● REQUIRED ACTION: You are asked to filter the data below and copy every line holding "Wandererstraße".

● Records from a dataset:
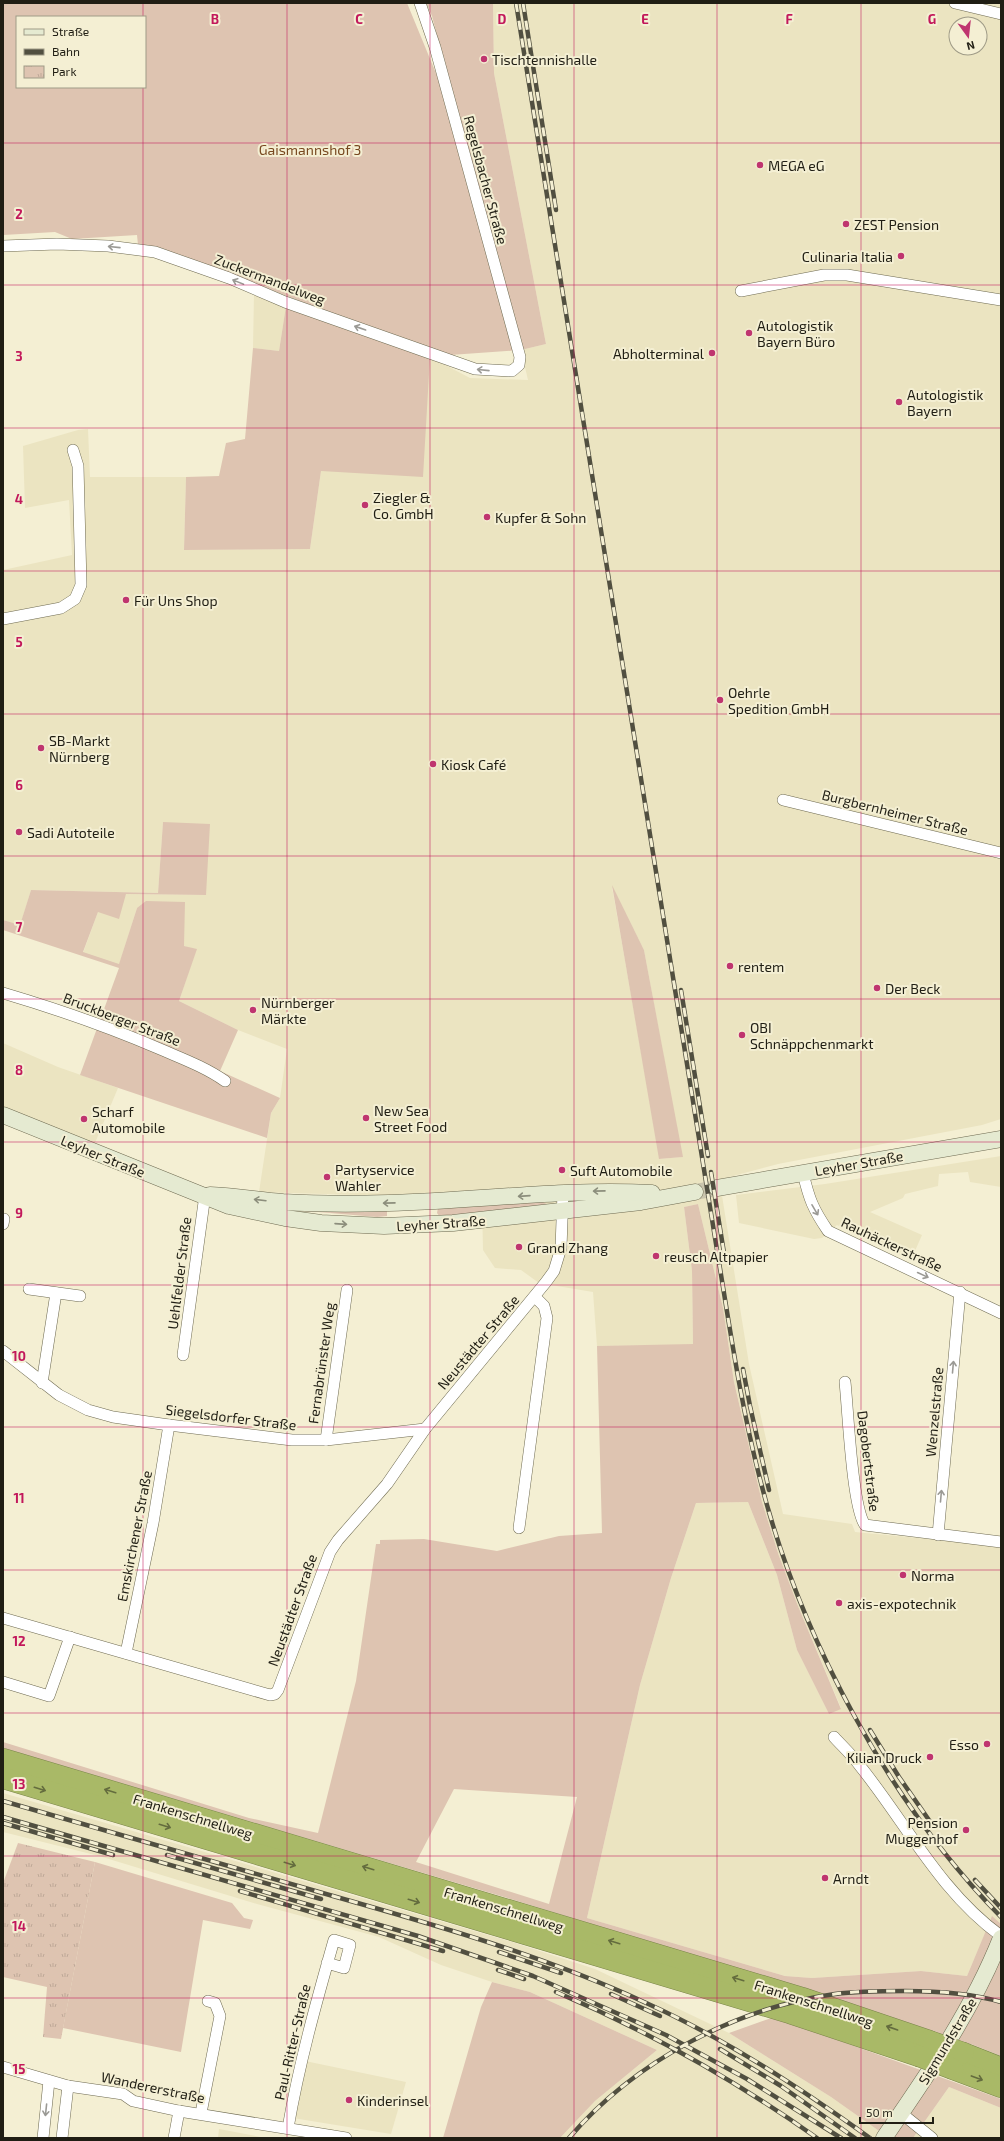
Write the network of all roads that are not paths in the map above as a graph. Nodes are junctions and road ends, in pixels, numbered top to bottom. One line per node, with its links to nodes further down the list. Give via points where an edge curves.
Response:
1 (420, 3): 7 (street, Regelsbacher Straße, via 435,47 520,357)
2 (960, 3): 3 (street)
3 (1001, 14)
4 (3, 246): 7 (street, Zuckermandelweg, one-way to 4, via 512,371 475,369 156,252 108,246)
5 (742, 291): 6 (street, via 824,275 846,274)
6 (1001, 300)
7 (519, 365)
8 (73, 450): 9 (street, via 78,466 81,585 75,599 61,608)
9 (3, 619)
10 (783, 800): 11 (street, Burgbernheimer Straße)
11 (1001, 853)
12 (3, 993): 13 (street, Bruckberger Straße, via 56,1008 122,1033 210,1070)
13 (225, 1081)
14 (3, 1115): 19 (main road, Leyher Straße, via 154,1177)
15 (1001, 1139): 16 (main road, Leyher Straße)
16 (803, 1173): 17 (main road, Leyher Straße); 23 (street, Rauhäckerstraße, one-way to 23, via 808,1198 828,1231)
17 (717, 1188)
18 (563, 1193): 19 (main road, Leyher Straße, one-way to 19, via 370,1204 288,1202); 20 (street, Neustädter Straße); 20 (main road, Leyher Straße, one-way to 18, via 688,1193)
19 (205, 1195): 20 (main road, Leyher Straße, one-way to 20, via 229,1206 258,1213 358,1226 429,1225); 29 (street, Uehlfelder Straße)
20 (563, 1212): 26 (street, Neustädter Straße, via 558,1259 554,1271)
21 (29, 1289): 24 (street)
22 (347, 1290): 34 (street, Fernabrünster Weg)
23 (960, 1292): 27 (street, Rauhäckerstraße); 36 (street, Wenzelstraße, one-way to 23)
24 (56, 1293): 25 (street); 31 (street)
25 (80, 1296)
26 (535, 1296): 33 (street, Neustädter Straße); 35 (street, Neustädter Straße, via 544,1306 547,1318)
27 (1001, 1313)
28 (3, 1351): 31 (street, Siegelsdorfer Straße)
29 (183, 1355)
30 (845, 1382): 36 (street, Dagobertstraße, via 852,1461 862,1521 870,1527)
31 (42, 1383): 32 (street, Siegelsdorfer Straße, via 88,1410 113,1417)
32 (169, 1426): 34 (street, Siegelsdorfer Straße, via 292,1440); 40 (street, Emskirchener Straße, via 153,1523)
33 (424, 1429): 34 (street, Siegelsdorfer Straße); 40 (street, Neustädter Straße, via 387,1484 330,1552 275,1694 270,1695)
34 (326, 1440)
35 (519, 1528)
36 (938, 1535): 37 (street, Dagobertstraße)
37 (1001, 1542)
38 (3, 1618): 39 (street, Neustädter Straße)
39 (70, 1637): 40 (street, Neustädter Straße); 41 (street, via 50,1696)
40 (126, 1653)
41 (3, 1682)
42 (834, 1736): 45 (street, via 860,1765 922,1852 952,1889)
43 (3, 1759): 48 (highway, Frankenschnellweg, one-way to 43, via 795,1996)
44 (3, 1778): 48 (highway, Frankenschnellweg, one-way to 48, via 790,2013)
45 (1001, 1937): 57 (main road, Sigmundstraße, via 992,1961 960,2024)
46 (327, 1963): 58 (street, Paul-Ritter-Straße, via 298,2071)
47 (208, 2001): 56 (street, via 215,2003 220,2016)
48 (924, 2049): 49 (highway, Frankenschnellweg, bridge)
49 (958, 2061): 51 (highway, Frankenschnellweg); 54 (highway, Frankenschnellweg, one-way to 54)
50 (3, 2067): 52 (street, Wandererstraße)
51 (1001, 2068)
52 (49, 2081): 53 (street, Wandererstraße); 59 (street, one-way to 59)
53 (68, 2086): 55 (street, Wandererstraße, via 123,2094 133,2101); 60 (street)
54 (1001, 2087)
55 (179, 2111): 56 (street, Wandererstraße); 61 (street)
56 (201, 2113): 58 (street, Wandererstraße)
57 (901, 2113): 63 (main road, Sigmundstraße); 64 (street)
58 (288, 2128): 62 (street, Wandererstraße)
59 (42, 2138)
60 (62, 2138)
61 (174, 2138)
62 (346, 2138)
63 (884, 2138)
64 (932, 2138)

● RESPONSE AREA:
50 (3, 2067): 52 (street, Wandererstraße)
52 (49, 2081): 53 (street, Wandererstraße); 59 (street, one-way to 59)
53 (68, 2086): 55 (street, Wandererstraße, via 123,2094 133,2101); 60 (street)
55 (179, 2111): 56 (street, Wandererstraße); 61 (street)
56 (201, 2113): 58 (street, Wandererstraße)
58 (288, 2128): 62 (street, Wandererstraße)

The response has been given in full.